American Jobs Plan could help the furniture industry

President Biden talking about the American Jobs Plan

March saw the American Rescue Plan’s passage, designed to accelerate vaccine development and administration, stabilize state/local governments, extend federal unemployment insurance benefits, and provide additional direct payments to individuals and families. Following the Rescue Plan, the Biden Administration and Democrat congressional leaders have turned their attention to a broad, $2.2+ trillion economic recovery package, the American Jobs Plan, which strives to implement the ‘Build Back Better’ campaign pledge from Joe Biden.

A significant part of that agenda is investing in America’s Infrastructure with a big ‘I’ as it goes beyond roads and bridges and includes funding for ports, airports, rail, public transportation, schools, water systems, and next-generation industries like electric vehicles. There has been bipartisan and corporate support for investments like these for many years. The failing infrastructure around the country has impacted furniture retailers as trucks get delayed and damaged using roads in disrepair. Currently, the extreme supply chain disruptions necessitate federal funding to expand terminals and create opportunities to move goods swiftly.

Throughout the early days of this Administration, there has been a pledge to ‘pay for’ these longer-term investments. However, the American Rescue Plan was never considered in the same context as it was more of an ‘emergency’ effort. While Republicans and Democrats can agree that investing in infrastructure is overdue, the division on this plan specifically, and previous efforts, has been how to pay for it all.

President Biden has proposed to raise the corporate tax rate from its current level of 21% (set by the 2017 Tax Cuts and Jobs Act) to 28%. That change would provide about $700+ billion in additional revenues to the U.S. Treasury. The Administration has also proposed to raise the top income tax bracket rate back to 39.6%. It was lowered by the Tax Cuts and Jobs Act in 2017 as well. Not all the details are released quite yet as the Administration has been vague about whether the individual tax rate increase would apply to individuals OR families earning more than $400,000 per year. This focus on raising taxes has led Republicans to abandon this infrastructure plan and Democrats exploring using the ‘reconciliation’ process once again to pass the package through Congress with only Democrat votes.

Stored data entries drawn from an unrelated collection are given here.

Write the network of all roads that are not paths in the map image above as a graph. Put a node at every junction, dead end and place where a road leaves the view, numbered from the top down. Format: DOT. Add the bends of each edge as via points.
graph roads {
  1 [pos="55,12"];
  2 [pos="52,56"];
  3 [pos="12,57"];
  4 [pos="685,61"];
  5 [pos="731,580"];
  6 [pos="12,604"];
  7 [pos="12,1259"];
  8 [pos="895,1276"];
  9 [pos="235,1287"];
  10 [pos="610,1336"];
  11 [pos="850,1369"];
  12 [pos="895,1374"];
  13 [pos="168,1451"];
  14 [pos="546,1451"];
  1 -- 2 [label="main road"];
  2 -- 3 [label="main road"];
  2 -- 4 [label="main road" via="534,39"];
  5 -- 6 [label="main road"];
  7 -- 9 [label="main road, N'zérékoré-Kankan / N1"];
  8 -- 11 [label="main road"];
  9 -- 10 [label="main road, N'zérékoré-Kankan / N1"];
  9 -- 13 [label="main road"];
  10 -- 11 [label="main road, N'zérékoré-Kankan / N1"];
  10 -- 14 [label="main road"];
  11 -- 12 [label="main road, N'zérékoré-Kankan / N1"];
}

There has also been a national dialogue/debate for 20+ years about raising the federal gas tax, which has not been adjusted since 1993. Politically, this has been impossible because this tax is levied at the pump, so all Americans will realize a tax increase each time they fill up their gas tank. Practically, the gas tax is a regressive measure as cars have become more fuel-efficient, and people are using other modes like public transportation to commute. That has left multiple Administrations and Congresses searching for other ‘funding’ mechanisms but raising revenue/taxes will always be politically challenging.

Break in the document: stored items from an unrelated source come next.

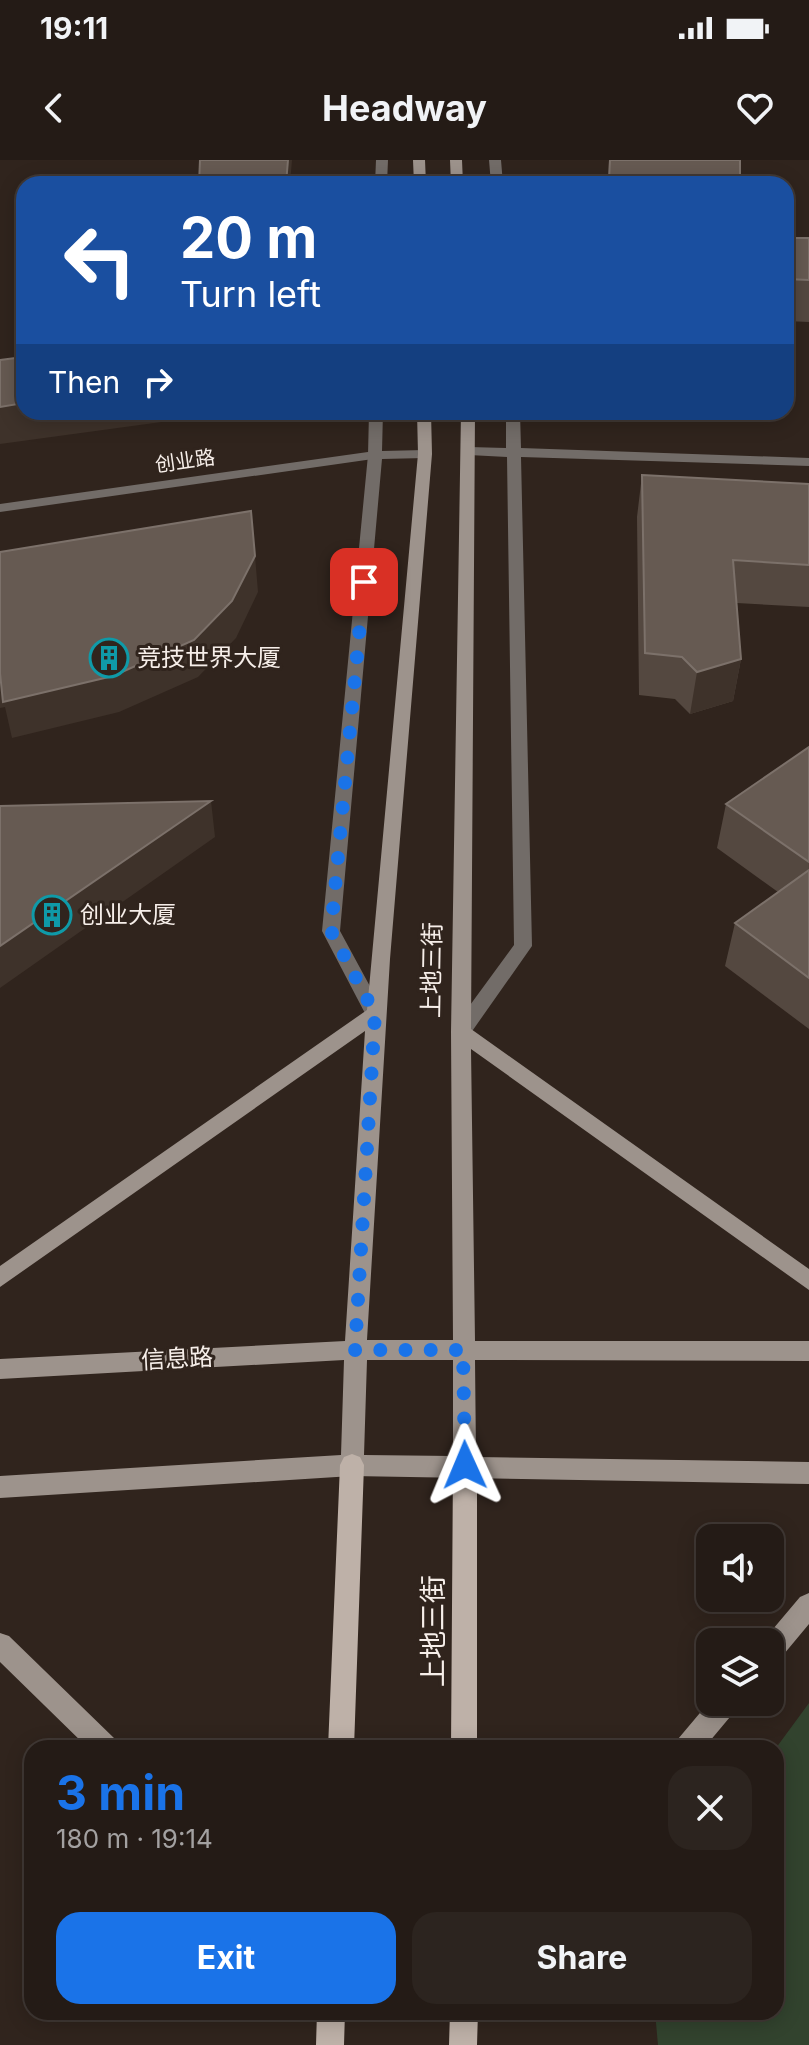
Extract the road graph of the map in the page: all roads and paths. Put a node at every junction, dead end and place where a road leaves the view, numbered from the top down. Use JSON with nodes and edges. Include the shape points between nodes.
{"nodes":[{"id":1,"x":376,"y":420,"type":"edge"},
{"id":2,"x":424,"y":420,"type":"edge"},
{"id":3,"x":468,"y":420,"type":"edge"},
{"id":4,"x":514,"y":420,"type":"edge"},
{"id":5,"x":469,"y":451,"type":"junction"},
{"id":6,"x":517,"y":453,"type":"junction"},
{"id":7,"x":425,"y":454,"type":"junction"},
{"id":8,"x":375,"y":455,"type":"junction"},
{"id":9,"x":809,"y":462,"type":"edge"},
{"id":10,"x":0,"y":508,"type":"edge"},
{"id":11,"x":375,"y":1014,"type":"junction"},
{"id":12,"x":461,"y":1032,"type":"junction"},
{"id":13,"x":0,"y":1278,"type":"edge"},
{"id":14,"x":809,"y":1281,"type":"edge"},
{"id":15,"x":355,"y":1350,"type":"junction"},
{"id":16,"x":463,"y":1350,"type":"junction"},
{"id":17,"x":809,"y":1351,"type":"edge"},
{"id":18,"x":0,"y":1369,"type":"edge"},
{"id":19,"x":352,"y":1465,"type":"junction"},
{"id":20,"x":465,"y":1465,"type":"junction"},
{"id":21,"x":809,"y":1473,"type":"edge"},
{"id":22,"x":0,"y":1487,"type":"edge"},
{"id":23,"x":809,"y":1605,"type":"edge"},
{"id":24,"x":784,"y":1634,"type":"edge"},
{"id":25,"x":0,"y":1645,"type":"edge"},
{"id":26,"x":714,"y":1716,"type":"edge"},
{"id":27,"x":98,"y":1740,"type":"edge"},
{"id":28,"x":341,"y":1740,"type":"edge"},
{"id":29,"x":464,"y":1740,"type":"edge"},
{"id":30,"x":694,"y":1740,"type":"edge"},
{"id":31,"x":331,"y":2020,"type":"edge"},
{"id":32,"x":464,"y":2020,"type":"edge"},
{"id":33,"x":330,"y":2045,"type":"edge"},
{"id":34,"x":463,"y":2045,"type":"edge"}],
"edges":[{"from":1,"to":8,"type":"street"},
{"from":2,"to":7,"type":"main road","name":"上地三街"},
{"from":3,"to":5,"type":"main road","name":"上地三街"},
{"from":4,"to":6,"type":"street","name":"上地三街"},
{"from":5,"to":6,"type":"street"},
{"from":5,"to":12,"type":"main road","name":"上地三街"},
{"from":6,"to":9,"type":"street"},
{"from":6,"to":12,"type":"street","name":"上地三街","via":[[523,946]]},
{"from":7,"to":8,"type":"street","name":"创业路"},
{"from":7,"to":11,"type":"main road","name":"上地三街"},
{"from":8,"to":10,"type":"street","name":"创业路"},
{"from":8,"to":11,"type":"street","via":[[331,931]]},
{"from":11,"to":13,"type":"main road"},
{"from":11,"to":15,"type":"main road","name":"上地三街"},
{"from":12,"to":14,"type":"main road"},
{"from":12,"to":16,"type":"main road"},
{"from":15,"to":16,"type":"main road","name":"信息路"},
{"from":15,"to":18,"type":"main road","name":"信息路"},
{"from":15,"to":19,"type":"main road","name":"上地三街"},
{"from":16,"to":17,"type":"main road","name":"信息路"},
{"from":16,"to":20,"type":"main road"},
{"from":19,"to":20,"type":"main road"},
{"from":19,"to":22,"type":"main road"},
{"from":19,"to":28,"type":"main road"},
{"from":20,"to":21,"type":"main road"},
{"from":20,"to":29,"type":"main road","name":"上地三街"},
{"from":23,"to":24,"type":"main road"},
{"from":25,"to":27,"type":"main road"},
{"from":26,"to":30,"type":"main road"},
{"from":31,"to":33,"type":"main road"},
{"from":32,"to":34,"type":"main road"}]}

The American Jobs Plan aims to rebuild the U.S. economy from the devastating impacts of COVID-19. Transitioning millions of Americans from unemployment back to the labor market will take several years, but the national infrastructure is an obvious vehicle to create those jobs. A strong and stable economy is vital for the furniture industry moving forward – demand has reached historically high levels during this pandemic. A strong labor market will help further home buying and home furnishings needs for years to come.